In un’Europa prostrata dalla guerra e dall’epidemia di spagnola del 1918, Igor Stravinskij e l’amico scrittore Charles-Ferdinand Ramuz crearono e portarono in scena per la prima volta al Teatro Municipale di Losanna l’Histoire du soldat. Il compositore si trovava in Svizzera già da alcuni anni e, come ebbe a sottolineare egli stesso, “mi trovavo, per così dire, di fronte al nulla, in terra straniera e nel bel mezzo della guerra”. Titolo che avrebbe presto fatto scuola, l’Histoire du soldat è anche una risposta alla prima e ultima sfida dell’arte – quella alle circostanze avverse, di fronte alle quali continuare nonostante tutto, trasformando la carenza di mezzi in stimolo creativo. Riunendo un’eterogenea compagine di musicisti, attori e danzatori e puntando su strumenti e scenografie facilmente trasportabili da una località all’altra, Stravinskij e Ramuz inclusero scene recitate, narrate, danzate e numeri esclusivamente strumentali. Questa sorta di eclettico caravanserraglio indaga tutte le vie dell’espressione sulle tracce del più antico dei racconti, quello dello scontro tra il bene e il male, l’intramontabile dilemma della compravendita dell’anima. Il mito di Faust è qui declinato nella forma delle leggende russe raccolte e pubblicate da Aleksandr Nikolaevič Afanas’ev tra il 1855 e il 1864, molto amate da Stravinskij.  

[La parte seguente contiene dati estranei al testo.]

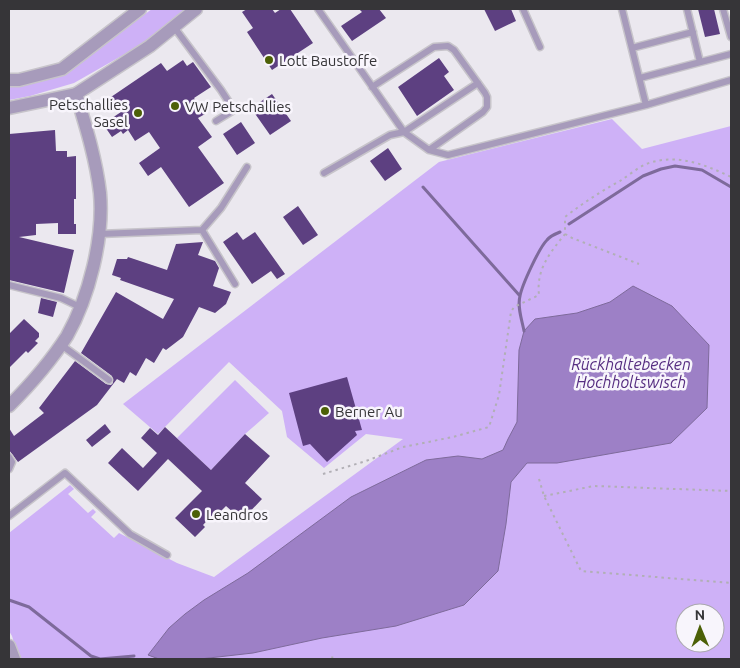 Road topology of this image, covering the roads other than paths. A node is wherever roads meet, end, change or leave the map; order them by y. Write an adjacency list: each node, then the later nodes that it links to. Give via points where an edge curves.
1 (140, 9): 16 (street, via 62,69)
2 (196, 9): 8 (street)
3 (318, 9): 19 (lane)
4 (523, 9): 11 (lane)
5 (622, 9): 12 (lane)
6 (687, 9): 9 (lane)
7 (723, 9): 10 (lane)
8 (174, 27): 20 (street); 23 (lane, via 234,110)
9 (692, 32): 12 (lane); 14 (lane)
10 (731, 37)
11 (540, 47)
12 (632, 48): 15 (lane)
13 (731, 54): 14 (lane)
14 (700, 62): 15 (lane)
15 (640, 78): 21 (lane)
16 (9, 80)
17 (731, 80): 21 (lane)
18 (478, 84): 19 (lane, via 454,50 440,46 428,50); 24 (lane); 25 (lane, via 487,97 487,107)
19 (372, 87): 24 (lane)
20 (76, 94): 22 (street); 29 (street, via 93,150 100,195)
21 (646, 105): 25 (lane, via 448,155)
22 (9, 108)
23 (216, 121)
24 (404, 132): 25 (lane); 27 (lane, via 390,135)
25 (429, 150)
26 (247, 167): 28 (lane, via 221,208)
27 (324, 173)
28 (202, 230): 29 (lane); 30 (lane)
29 (99, 234): 32 (street, via 97,254)
30 (235, 284)
31 (9, 285): 32 (lane, via 61,298)
32 (80, 308): 33 (street)
33 (60, 344): 34 (lane); 35 (street)
34 (108, 380)
35 (9, 406)
36 (9, 457): 37 (lane, via 12,462)
37 (9, 469)
38 (9, 516): 39 (lane, via 65,473 130,534)
39 (167, 556)
40 (9, 646): 41 (street)
41 (14, 659)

La connotazione russa raggiunge dimensione universale nelle peripezie di un uomo che cede la propria anima – simboleggiata dal violino – al diavolo. La rinuncia al violino esclude il soldato dalla propria stessa vita e le ricchezze ottenute dal patto con il diavolo non compensano la perdita degli affetti. Il solenne monito che chiude l’opera, “Non è consentito avere tutto, la felicità è una”, è da intendersi come un invito a dar valore al presente e a ciò che si ha e si è. Nelle sue debolezze e speranze, miserie e conquiste, il soldato è l’Uomo; restituendo alla musica un nitore privo di enfasi e spogliando la rappresentazione di ogni eccesso d’artifizio, Stravinskij mette l’anima a nudo. La storia si avvale della guida di un narratore, che, al pari della piccola compagine orchestrale, è in scena e quindi componente viva dell’azione. In questa versione, che restaura alcune scene del copione originale utilizzato per la prima creazione del 1918, si eseguono anche, con funzione di intermezzi, i tre pezzi per clarinetto solo di cui Stravinskij fece omaggio a Werner Reinhart, il mecenate che promosse il debutto dell’impresa.

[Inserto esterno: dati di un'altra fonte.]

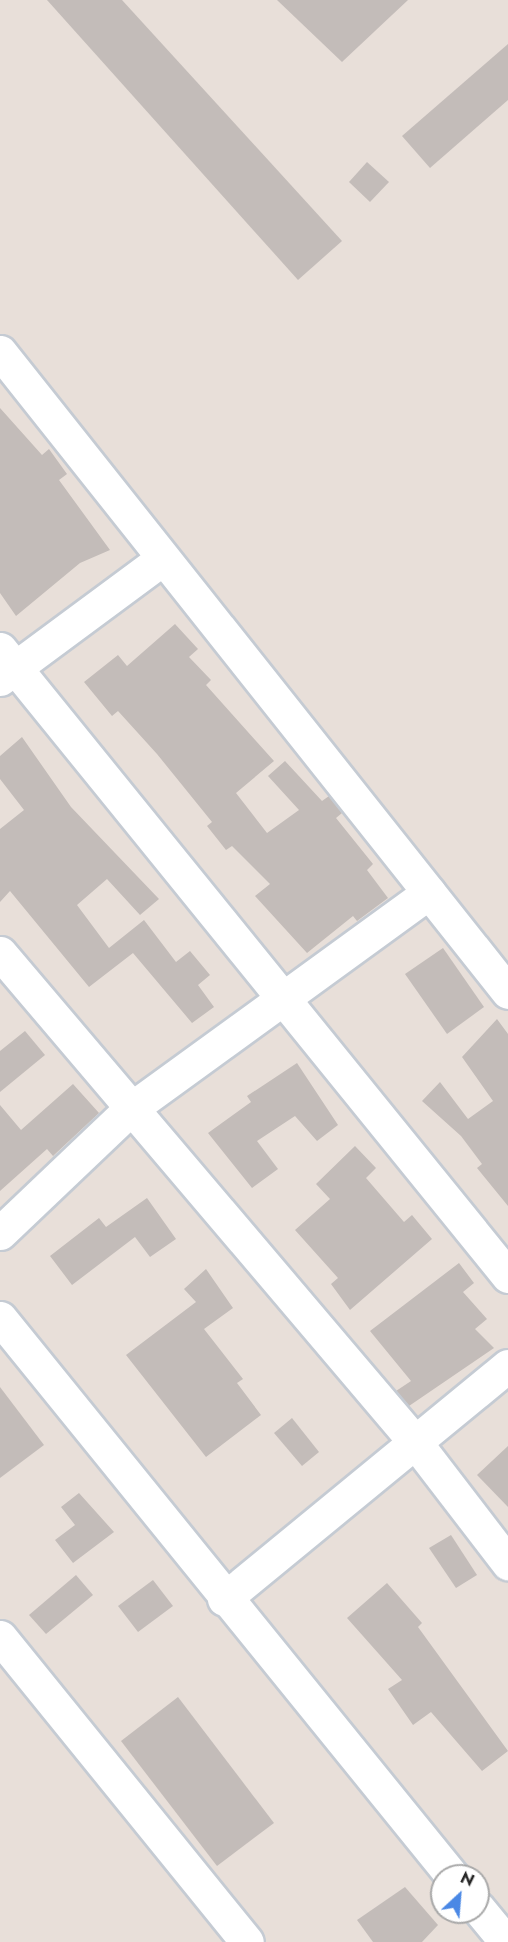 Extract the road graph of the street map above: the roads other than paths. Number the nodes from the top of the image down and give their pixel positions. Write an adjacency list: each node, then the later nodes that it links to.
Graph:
1 (0, 352): 2 (street)
2 (161, 560): 3 (street); 4 (street)
3 (5, 665): 7 (street)
4 (429, 892): 6 (street); 7 (street)
5 (0, 953): 8 (street)
6 (508, 992)
7 (283, 997): 8 (street); 10 (street)
8 (129, 1111): 9 (street); 13 (street)
9 (0, 1233)
10 (508, 1276)
11 (0, 1318): 15 (street)
12 (508, 1366): 13 (street)
13 (415, 1442): 14 (street); 15 (street)
14 (508, 1563)
15 (224, 1599): 17 (street)
16 (0, 1637): 19 (street)
17 (442, 1864)
18 (490, 1923): 20 (street)
19 (247, 1942)
20 (506, 1942)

Mentre la regia di Luca Micheletti prosegue idealmente la riflessione sulla figura di Faust, iniziata per la Trilogia d’Autunno con la produzione di Faust rapsodia (il cui debutto è stato posticipato all’autunno 2021 a causa dell’emergenza sanitaria), alla direzione musicale di Angelo Bolciaghi è affidata una partitura che si presenta come una suite costituita da pezzi distinti: una marcia, una pastorale, una marcia reale, un tango, un valzer, un ragtime… Stravinskij scelse tutti strumenti che potessero figurare in un’opera itinerante: fra gli archi un violino (a Ravenna Daniele Richiedei) e un contrabbasso (Gianpiero Fanchini), tra i legni un clarinetto (Giuseppe Bonandrini) e un fagotto (Anna Maria Barbaglia), tra gli ottoni una cornetta (Marco Bellini) e un trombone (Devid Ceste) e alcune percussioni con un solo esecutore (Francesco Bodini). E se la selezione rispecchia una tendenza cameristica del linguaggio compositivo di Stravinskij, appare anche come un “concentrato” di orchestra dove ogni voce strumentale conserva la propria identità e segue un proprio percorso, in particolare il violino, l’anima del soldato resa in tutte le sue peregrinazioni, zoppicante, incerta, tutt’altro che virtuosistica. La produzione si completa con il lighting design di Fabrizio Ballini e le sculture di Luigi Casermieri e Liliana Confortini; Francesco Martucci è assistente alla regia e Silvia Illari ai movimenti scenici.